= Revised Statutes of the United States =

First official codification of the Acts of Congress

The Revised Statutes of the United States (in citations, Rev. Stat.) was the first official codification of the Acts of Congress. It was enacted into law in 1874. The purpose of the Revised Statutes was to make it easier to research federal law without needing to consult the individual Acts of Congress published in the United States Statutes at Large.

After problems were quickly identified in the first edition, a second edition of the Revised Statutes was issued in 1878 that remedied some of those problems. However, for the next 50 years, subsequent Acts of Congress were not regularly incorporated into the Revised Statutes, once again requiring researchers to use the Statutes at Large or unofficial codes. This eventually led to the creation of the United States Code in 1926, which is now regularly maintained and updated.

==Background==
For nearly nine decades after the United States Constitution was ratified, those needing to research federal law had no official codification upon which to authoritatively rely. Instead, the only way to accurately know the law was to consult the individual acts of Congress, which had been compiled and published since 1845 as session laws in the United States Statutes at Large. Previous codifications by private publishers were useful shortcuts for research purposes, but had no official status.

Senator Charles Sumner of Massachusetts began to press Congress to revise and consolidate national statutes in 1851. Ten years later, President Abraham Lincoln recommended such revision in his annual message of December 3, 1861. It was not until 1866 and the administration of President Andrew Johnson that the Congress finally approved Sumner's An Act to provide for the Revision and Consolidation of the Statute Laws of the United States.

The Act called for three commissioners to carry out this work for three years, and President Johnson appointed Caleb Cushing, Charles Pinckney James, and William Johnston as these commissioners. Cushing, James, and Johnston were unable to complete their task within the allotted time. Congress continued the work by passing a continuation of the original act in 1870. President Ulysses S. Grant renewed the appointment of Charles Pinckney James but called on Benjamin Vaughan Abbott and Victor C. Barringer to replace Cushing and Johnston.

However, a House committee decided that in the process of codification, the commission had changed the original statutes too much. Congress then authorized a joint committee to appoint someone to finish the project, and Washington D.C. lawyer Thomas Jefferson Durant then finalized a revision that undid the substantive changes made by the commission.

==First edition==
Congress approved Durant's revision and enacted it into positive law on June 22, 1874 as the Revised Statutes of the United States, covering all laws in effect as of December 1, 1873. This version was published in two volumes in 1875, and is available online.
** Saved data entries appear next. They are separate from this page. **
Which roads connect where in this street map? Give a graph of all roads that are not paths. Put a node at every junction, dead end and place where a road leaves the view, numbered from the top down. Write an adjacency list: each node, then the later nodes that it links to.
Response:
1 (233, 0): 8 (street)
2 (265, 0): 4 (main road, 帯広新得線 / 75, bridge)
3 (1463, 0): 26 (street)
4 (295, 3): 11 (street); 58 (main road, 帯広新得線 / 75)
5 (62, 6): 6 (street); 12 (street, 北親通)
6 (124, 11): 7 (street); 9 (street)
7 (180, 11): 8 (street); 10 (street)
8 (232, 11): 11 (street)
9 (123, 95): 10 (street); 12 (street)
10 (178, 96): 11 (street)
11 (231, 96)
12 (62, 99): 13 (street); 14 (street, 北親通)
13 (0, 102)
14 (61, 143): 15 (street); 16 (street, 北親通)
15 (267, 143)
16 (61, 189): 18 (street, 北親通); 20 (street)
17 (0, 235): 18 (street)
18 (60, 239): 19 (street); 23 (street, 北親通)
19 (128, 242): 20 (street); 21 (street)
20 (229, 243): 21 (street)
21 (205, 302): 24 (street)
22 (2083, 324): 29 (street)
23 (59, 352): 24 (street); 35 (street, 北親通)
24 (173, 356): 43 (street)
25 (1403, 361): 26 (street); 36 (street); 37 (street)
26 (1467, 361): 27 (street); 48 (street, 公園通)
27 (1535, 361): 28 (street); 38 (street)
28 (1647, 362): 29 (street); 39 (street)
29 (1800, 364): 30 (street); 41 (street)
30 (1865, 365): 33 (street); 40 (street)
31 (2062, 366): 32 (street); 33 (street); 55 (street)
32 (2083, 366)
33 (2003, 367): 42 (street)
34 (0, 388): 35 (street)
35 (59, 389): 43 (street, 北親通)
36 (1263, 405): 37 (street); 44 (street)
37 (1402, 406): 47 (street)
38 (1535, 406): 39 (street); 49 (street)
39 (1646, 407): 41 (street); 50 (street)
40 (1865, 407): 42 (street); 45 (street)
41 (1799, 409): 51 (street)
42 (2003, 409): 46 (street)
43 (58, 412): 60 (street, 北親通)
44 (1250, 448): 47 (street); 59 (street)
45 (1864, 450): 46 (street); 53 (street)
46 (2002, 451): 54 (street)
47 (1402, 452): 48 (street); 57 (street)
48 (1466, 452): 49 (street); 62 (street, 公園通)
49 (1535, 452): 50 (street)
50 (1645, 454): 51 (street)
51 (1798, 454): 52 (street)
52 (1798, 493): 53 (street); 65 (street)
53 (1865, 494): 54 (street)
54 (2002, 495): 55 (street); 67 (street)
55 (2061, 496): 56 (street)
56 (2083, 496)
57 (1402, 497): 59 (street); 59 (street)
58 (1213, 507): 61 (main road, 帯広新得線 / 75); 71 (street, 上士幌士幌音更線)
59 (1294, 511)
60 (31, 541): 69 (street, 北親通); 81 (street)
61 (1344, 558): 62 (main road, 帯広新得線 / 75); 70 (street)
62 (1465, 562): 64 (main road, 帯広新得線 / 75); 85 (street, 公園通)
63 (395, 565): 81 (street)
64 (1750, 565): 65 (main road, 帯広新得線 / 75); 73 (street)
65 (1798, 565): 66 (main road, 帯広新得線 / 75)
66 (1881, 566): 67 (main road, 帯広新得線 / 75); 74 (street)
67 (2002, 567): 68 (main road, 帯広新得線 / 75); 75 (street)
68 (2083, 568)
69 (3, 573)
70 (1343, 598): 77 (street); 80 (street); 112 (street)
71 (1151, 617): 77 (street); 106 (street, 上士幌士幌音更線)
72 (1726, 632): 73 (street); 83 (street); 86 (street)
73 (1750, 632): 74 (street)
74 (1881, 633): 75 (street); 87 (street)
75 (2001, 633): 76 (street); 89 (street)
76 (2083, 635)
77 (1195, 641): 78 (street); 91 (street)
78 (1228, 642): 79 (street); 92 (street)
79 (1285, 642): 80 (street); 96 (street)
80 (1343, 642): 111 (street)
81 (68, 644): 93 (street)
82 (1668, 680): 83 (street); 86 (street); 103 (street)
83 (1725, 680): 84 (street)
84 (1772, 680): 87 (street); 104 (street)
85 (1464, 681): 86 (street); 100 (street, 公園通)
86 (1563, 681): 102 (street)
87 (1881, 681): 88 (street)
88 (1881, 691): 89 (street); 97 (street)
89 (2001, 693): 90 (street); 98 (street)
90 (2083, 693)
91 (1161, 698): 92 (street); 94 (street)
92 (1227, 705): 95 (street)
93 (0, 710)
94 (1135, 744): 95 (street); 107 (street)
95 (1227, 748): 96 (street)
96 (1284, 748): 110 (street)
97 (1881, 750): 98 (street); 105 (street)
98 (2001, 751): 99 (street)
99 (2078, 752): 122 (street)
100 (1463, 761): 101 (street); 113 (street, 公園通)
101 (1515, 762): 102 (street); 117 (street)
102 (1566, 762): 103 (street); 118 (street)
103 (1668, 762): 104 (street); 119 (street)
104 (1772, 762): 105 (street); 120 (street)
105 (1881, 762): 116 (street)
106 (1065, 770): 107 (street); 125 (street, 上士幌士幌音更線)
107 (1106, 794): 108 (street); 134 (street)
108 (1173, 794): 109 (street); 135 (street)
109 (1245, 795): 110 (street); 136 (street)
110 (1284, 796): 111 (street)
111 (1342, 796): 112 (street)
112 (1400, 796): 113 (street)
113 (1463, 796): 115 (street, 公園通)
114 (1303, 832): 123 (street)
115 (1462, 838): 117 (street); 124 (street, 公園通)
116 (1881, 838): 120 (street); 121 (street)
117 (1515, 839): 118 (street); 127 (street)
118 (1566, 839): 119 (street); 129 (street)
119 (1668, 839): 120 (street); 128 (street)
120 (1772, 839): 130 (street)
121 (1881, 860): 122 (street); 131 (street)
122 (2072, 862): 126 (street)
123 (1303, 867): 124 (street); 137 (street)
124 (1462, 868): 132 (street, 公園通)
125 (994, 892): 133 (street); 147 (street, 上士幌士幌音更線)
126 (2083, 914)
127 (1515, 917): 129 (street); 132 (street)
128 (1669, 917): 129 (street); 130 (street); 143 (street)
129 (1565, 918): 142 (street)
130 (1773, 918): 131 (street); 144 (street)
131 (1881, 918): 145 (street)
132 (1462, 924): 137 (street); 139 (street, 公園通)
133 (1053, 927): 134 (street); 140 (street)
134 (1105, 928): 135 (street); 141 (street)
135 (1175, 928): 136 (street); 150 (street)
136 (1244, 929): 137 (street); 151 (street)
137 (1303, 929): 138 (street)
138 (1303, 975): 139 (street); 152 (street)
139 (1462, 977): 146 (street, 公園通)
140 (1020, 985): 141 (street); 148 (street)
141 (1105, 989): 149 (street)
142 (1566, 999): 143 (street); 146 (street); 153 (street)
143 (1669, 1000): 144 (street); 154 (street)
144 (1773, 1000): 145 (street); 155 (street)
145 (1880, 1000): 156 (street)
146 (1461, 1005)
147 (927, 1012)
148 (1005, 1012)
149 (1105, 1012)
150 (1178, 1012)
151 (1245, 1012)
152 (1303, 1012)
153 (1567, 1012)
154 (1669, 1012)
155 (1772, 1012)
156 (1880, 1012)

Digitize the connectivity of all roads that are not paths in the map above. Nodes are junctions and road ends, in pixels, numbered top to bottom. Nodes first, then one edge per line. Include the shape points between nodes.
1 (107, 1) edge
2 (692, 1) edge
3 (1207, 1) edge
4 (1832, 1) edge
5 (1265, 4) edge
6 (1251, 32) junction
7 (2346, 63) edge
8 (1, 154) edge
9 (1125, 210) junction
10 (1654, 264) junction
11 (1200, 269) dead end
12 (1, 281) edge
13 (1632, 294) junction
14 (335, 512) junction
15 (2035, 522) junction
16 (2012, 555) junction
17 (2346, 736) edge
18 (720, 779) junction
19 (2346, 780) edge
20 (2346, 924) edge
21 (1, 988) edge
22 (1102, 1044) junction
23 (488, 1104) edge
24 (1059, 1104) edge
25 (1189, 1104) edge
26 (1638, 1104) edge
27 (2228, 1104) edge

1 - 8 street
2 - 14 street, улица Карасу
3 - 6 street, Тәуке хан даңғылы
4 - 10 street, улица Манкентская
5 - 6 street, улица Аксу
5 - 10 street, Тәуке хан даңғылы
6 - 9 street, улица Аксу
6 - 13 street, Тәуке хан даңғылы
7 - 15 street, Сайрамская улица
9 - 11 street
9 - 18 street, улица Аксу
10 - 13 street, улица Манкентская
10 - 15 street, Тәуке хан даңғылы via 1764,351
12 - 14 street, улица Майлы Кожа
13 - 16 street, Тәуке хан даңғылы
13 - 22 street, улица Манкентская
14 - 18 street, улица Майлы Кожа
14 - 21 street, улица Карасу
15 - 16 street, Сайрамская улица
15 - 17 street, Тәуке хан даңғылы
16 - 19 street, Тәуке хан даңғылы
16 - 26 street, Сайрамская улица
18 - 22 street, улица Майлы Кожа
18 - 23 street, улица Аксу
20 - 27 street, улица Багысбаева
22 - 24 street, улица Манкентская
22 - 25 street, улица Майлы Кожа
By a separate Act of June 20, 1874, Congress required the Secretary of State to publish it, and once published in 1875, it became "legal evidence" of the laws of the United States.

==Second edition==
Various problems soon emerged with the first edition, including substantive errors. On March 2, 1877, the Congress called for an updated and expanded edition of the Revised Statutes. Charles Pinckney James was again called to service to support George S. Boutwell, who was named commissioner for this work.

The second edition was just one volume. Unlike the first edition, Congress did not enact the second edition into positive law. Instead, the second edition was specified to be prima facie evidence of the law that could be rebutted by referring to the original legal text of session laws in Statutes at Large.

==Subsequent developments==
Following the second edition, subsequent new enactments by Congress were not incorporated into the official code. Thus, over time, researchers once again had to delve through many volumes of the United States Statutes at Large or use unofficial, privately published supplements.

According to the preface to the United States Code, "From 1897 to 1907 a commission was engaged in an effort to codify the great mass of accumulating legislation. The work of the commission involved an expenditure of over $300,000, but was never carried to completion." During the 1920s, some members of Congress revived the codification project, resulting in the approval of the Code by Congress in 1926.